This repo describes how to reproduce the evaluation results in the FETV paper.
If you only want to evaluate a new text-to-video (T2V) generation model using the FETV benchmark and UMT-based metrics, please refer to the folder UMT.

1. Video Collection

1.1 Collect Generated Videos

We evaluate four T2V models: CogVideo, Text2Video-Zero, ModelScopeT2V and ZeroScope.

The generated videos and processed video frames are provided in this huggingface dataset. Download them to datas/videos

The folder is structured as follows:

	├── cogvideo
	│   ├── videos
	│   └── 16frames_uniform   
	├── cogvideo_fid
	├── text2video-zero
	├── text2video-zero_fid
	├── modelscope-t2v
	├── modelscope-t2v_fid
	├── zeroscope
	└── zeroscope_fid

cogvideo/videos contains 619 videos generated from the prompts in datas/fetv_data.json. cogvideo/16frames_uniform contains uniformly sampled frames of the videos. cogvideo_fid contains 2,055 videos generated from the prompts in datas/sampled_prompts_for_fid_fvd/prompts_gen.json, which is used to compute FID and FVD.

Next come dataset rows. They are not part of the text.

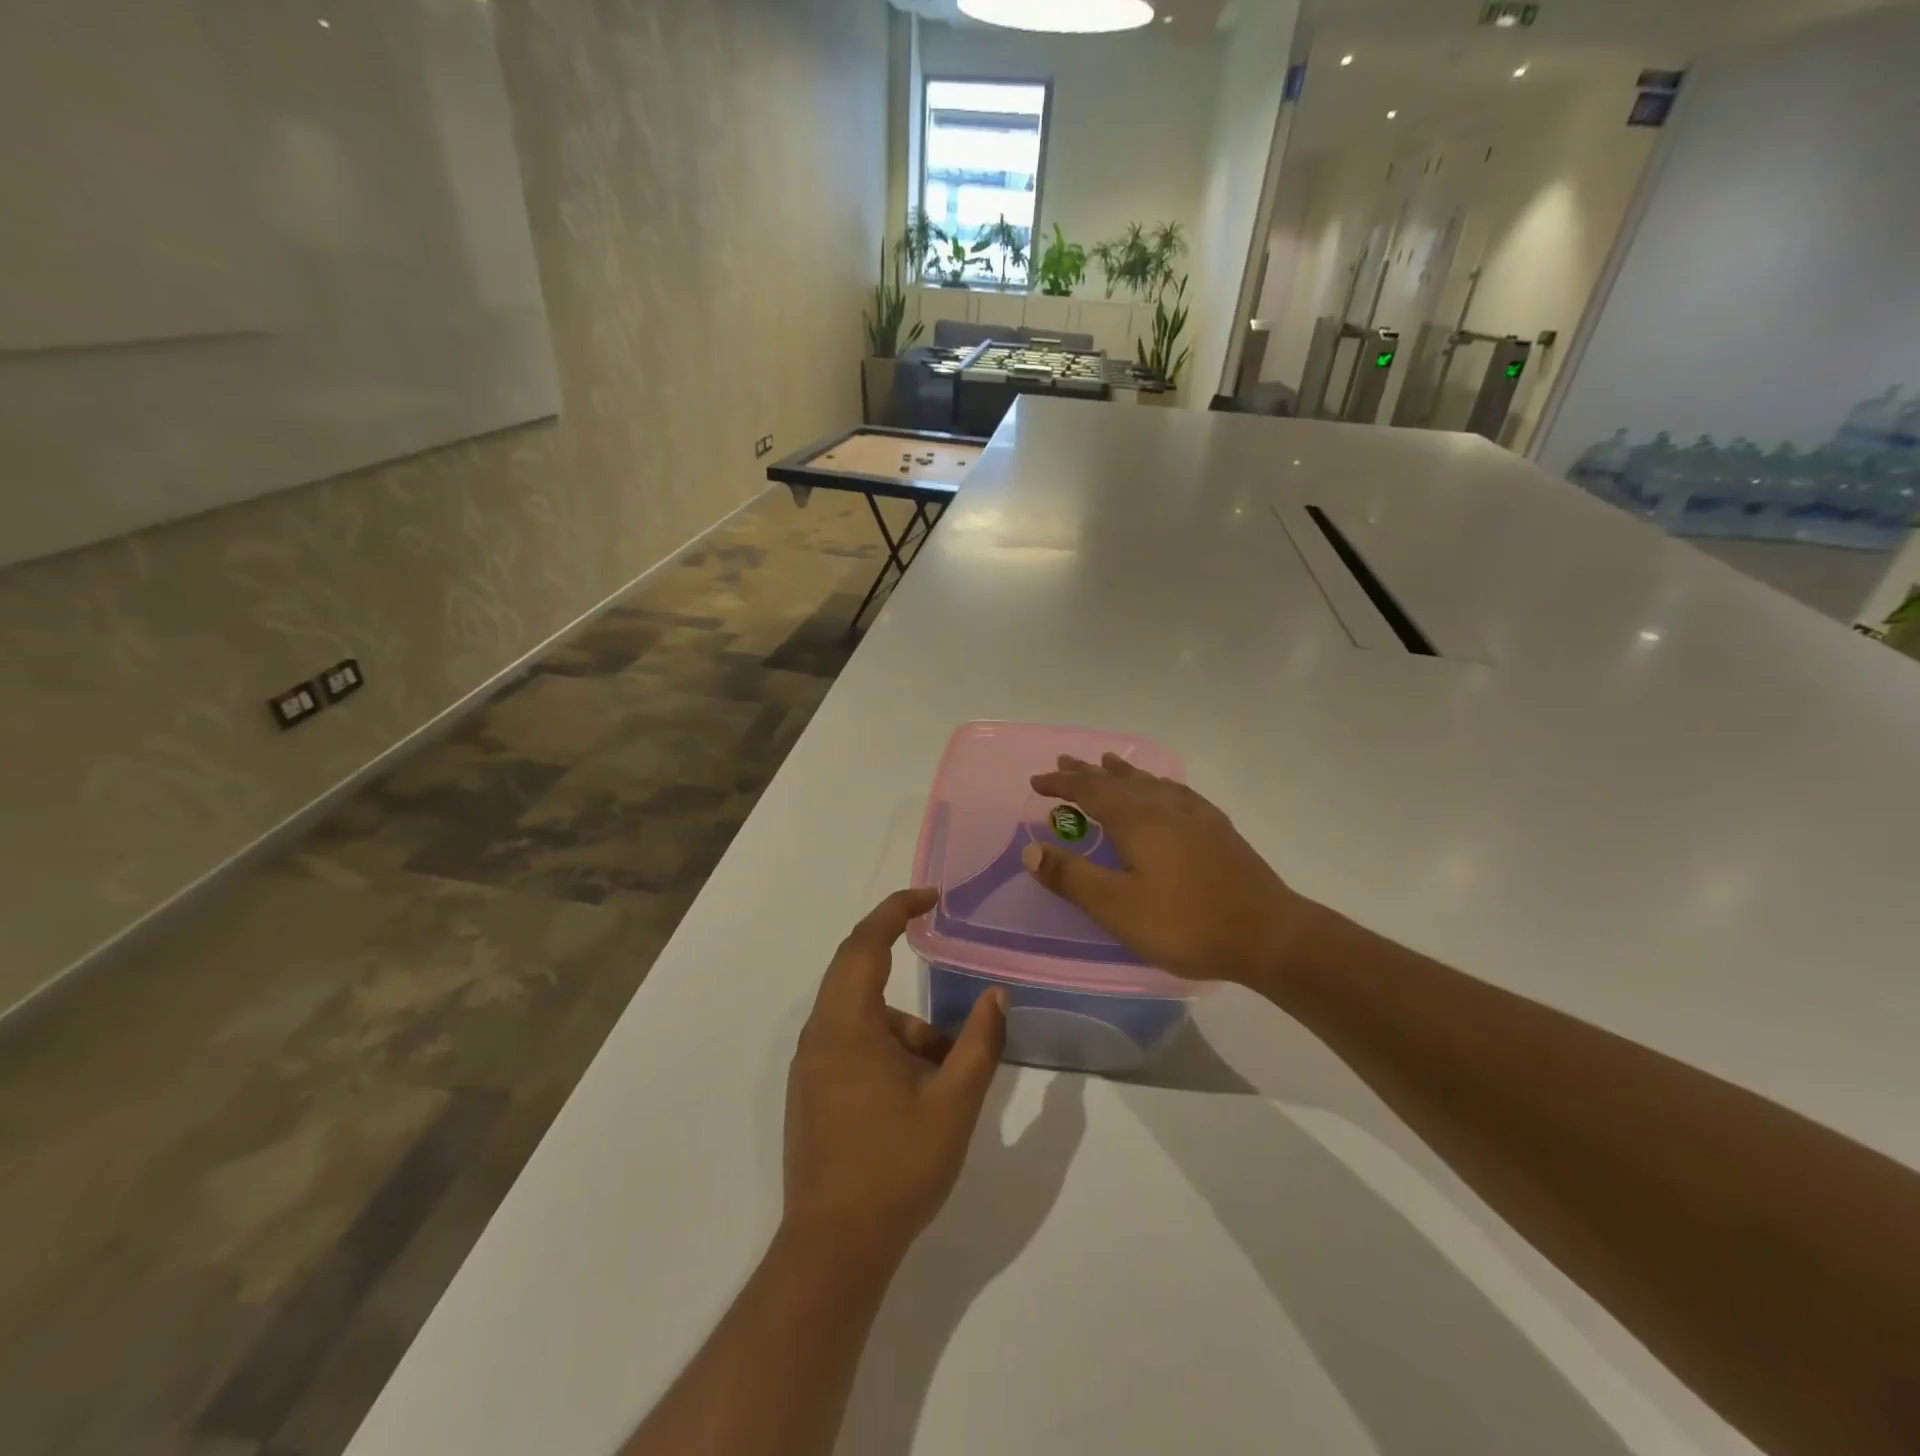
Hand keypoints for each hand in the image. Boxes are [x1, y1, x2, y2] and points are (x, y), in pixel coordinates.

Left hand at [784, 889, 1006, 1265]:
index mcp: (847, 1025)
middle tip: (934, 938)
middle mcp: (821, 1034)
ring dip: (903, 1021)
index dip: (896, 909)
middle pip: (854, 967)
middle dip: (894, 946)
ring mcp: (811, 1064)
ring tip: (946, 1066)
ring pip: (859, 1013)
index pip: (866, 943)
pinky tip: (916, 1090)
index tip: (931, 897)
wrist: (834, 1249)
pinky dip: (886, 1043)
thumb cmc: (896, 1167)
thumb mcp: (954, 1103)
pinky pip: (850, 1041)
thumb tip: (996, 995)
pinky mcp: (812, 1090)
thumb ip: (979, 1043)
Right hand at [1022, 754, 1310, 988]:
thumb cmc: (1185, 922)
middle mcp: (1164, 807)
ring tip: (1108, 762)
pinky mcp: (1218, 829)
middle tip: (1065, 761)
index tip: (1036, 782)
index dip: (1062, 784)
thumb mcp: (1117, 907)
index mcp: (1137, 820)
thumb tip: (1031, 850)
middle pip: (1119, 780)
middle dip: (1088, 772)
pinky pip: (1177, 793)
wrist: (1268, 934)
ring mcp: (1195, 815)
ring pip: (1150, 782)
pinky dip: (1158, 784)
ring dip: (1123, 772)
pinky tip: (1164, 791)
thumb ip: (1072, 876)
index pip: (1089, 791)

<details> <summary>If you want to generate the videos yourself, follow these steps:</summary>

Generate and Process Videos

python utils/video2frames.py \
--video_ext .mp4 \
--frm_num 16 \
--video_root_path $path/to/the/generated/videos$ \
--target_root_path $path/to/the/processed/frames$ \
--sampling_strategy uniform

To compute CLIPScore, BLIPScore and FID, we adopt the "uniform" frame sampling strategy. To compute FVD, we adopt the "offset" frame sampling strategy following stylegan-v. The processed frames are structured as follows:

	├── sent0
	│   ├── frame0.jpg
	│   ├── frame1.jpg
	|   ...
	|   └── frame15.jpg   
	├── sent1
	└──  sent618

1.2 Collect Reference Real Videos

NOTE: You can also contact liuyuanxin@stu.pku.edu.cn to access the reference real videos.

2. Manual Evaluation

The manual evaluation results from three human evaluators can be found in manual_eval_results. By running python utils/visualization_manual_results.py, these results can be visualized in the form of radar plots:

Results of static and temporal video quality

Results of video-text alignment

We also release our manual evaluation instruction with carefully designed rating level definitions and examples. We hope this can help facilitate inter-human correlation in evaluating T2V generation models.

3. Automatic Evaluation

3.1 Video-Text Alignment

3.1.1 CLIPScore and BLIPScore

Run the following command to compute CLIPScore and BLIPScore:

  python auto_eval.py \
  	--eval_model ViT-B/32 \
  	--blip_config BLIP/blip_config.yaml \
  	--prompt_file datas/fetv_data.json \
  	--gen_path datas/videos/modelscope-t2v/16frames_uniform \
    	--t2v_model modelscope-t2v \
	--is_clip_ft false \
  	--save_results true 

3.1.2 UMTScore

Please refer to the folder UMT for how to compute the UMTScore.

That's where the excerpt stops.